----- INPUT DATA

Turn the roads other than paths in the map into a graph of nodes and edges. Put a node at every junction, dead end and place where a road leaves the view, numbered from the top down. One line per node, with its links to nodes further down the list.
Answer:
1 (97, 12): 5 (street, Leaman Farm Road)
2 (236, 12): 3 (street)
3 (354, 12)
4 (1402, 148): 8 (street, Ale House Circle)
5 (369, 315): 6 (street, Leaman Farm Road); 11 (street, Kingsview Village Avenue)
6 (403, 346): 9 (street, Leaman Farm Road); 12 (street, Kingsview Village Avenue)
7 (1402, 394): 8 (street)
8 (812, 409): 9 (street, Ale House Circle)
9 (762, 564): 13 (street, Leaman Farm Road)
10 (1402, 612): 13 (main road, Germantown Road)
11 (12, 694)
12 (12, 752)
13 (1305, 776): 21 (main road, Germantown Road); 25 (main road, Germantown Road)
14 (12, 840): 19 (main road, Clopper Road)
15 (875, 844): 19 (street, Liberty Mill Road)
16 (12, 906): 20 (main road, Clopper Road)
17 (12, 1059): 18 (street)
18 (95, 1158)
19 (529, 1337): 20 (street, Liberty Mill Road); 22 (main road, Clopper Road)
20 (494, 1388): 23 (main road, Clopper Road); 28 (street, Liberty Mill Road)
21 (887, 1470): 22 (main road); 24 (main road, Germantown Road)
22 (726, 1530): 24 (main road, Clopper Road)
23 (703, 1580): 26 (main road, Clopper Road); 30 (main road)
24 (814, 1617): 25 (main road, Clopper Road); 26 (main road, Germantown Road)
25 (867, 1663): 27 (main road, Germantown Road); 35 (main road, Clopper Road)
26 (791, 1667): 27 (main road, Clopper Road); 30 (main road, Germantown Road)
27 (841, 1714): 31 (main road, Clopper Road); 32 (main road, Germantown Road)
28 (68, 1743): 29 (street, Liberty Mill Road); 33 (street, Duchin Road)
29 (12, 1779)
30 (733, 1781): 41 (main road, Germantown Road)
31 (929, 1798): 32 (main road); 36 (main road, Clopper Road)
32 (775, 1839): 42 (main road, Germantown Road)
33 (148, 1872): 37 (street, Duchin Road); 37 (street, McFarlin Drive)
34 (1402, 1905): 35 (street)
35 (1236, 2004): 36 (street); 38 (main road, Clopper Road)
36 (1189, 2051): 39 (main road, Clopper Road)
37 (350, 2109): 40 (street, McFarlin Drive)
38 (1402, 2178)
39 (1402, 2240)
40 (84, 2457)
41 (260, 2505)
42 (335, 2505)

----------

### ABOUT THIS TASK
Output all of the data in full, exactly as given.

### COMPLETED EXERCISE
Turn the roads other than paths in the map into a graph of nodes and edges. Put a node at every junction, dead end and place where a road leaves the view, numbered from the top down. One line per node, with its links to nodes further down the list.
Answer:
1 (97, 12): 5 (street, Leaman Farm Road)
2 (236, 12): 3 (street)
3 (354, 12)
4 (1402, 148): 8 (street, Ale House Circle)
5 (369, 315): 6 (street, Leaman Farm Road); 11 (street, Kingsview Village Avenue)
6 (403, 346): 9 (street, Leaman Farm Road); 12 (street, Kingsview Village Avenue)
7 (1402, 394): 8 (street)
8 (812, 409): 9 (street, Ale House Circle)
9 (762, 564): 13 (street, Leaman Farm Road)
10 (1402, 612): 13 (main road, Germantown Road)
11 (12, 694)
12 (12, 752)
13 (1305, 776): 21 (main road, Germantown Road); 25 (main road, Germantown Road)
14 (12, 840): 19 (main road, Clopper Road)
15 (875, 844): 19 (street, Liberty Mill Road)
16 (12, 906): 20 (main road, Clopper Road)
17 (12, 1059): 18 (street)
18 (95, 1158)
19 (529, 1337): 20 (street, Liberty Mill Road); 22 (main road, Clopper Road)
20 (494, 1388): 23 (main road, Clopper Road); 28 (street, Liberty Mill Road)
21 (887, 1470): 22 (main road); 24 (main road, Germantown Road)
22 (726, 1530): 24 (main road, Clopper Road)
23 (703, 1580): 26 (main road, Clopper Road); 30 (main road)
24 (814, 1617): 25 (main road, Clopper Road); 26 (main road, Germantown Road)
25 (867, 1663): 27 (main road, Germantown Road); 35 (main road, Clopper Road)
26 (791, 1667): 27 (main road, Clopper Road); 30 (main road, Germantown Road)
27 (841, 1714): 31 (main road, Clopper Road); 32 (main road, Germantown Road)
28 (68, 1743): 29 (street, Liberty Mill Road); 33 (street, Duchin Road)
29 (12, 1779)
30 (733, 1781): 41 (main road, Germantown Road)
31 (929, 1798): 32 (main road); 36 (main road, Clopper Road)
32 (775, 1839): 42 (main road, Germantown Road)
33 (148, 1872): 37 (street, Duchin Road); 37 (street, McFarlin Drive)
34 (1402, 1905): 35 (street)
35 (1236, 2004): 36 (street); 38 (main road, Clopper Road)
36 (1189, 2051): 39 (main road, Clopper Road)
37 (350, 2109): 40 (street, McFarlin Drive)
38 (1402, 2178)
39 (1402, 2240)
40 (84, 2457)
41 (260, 2505)
42 (335, 2505)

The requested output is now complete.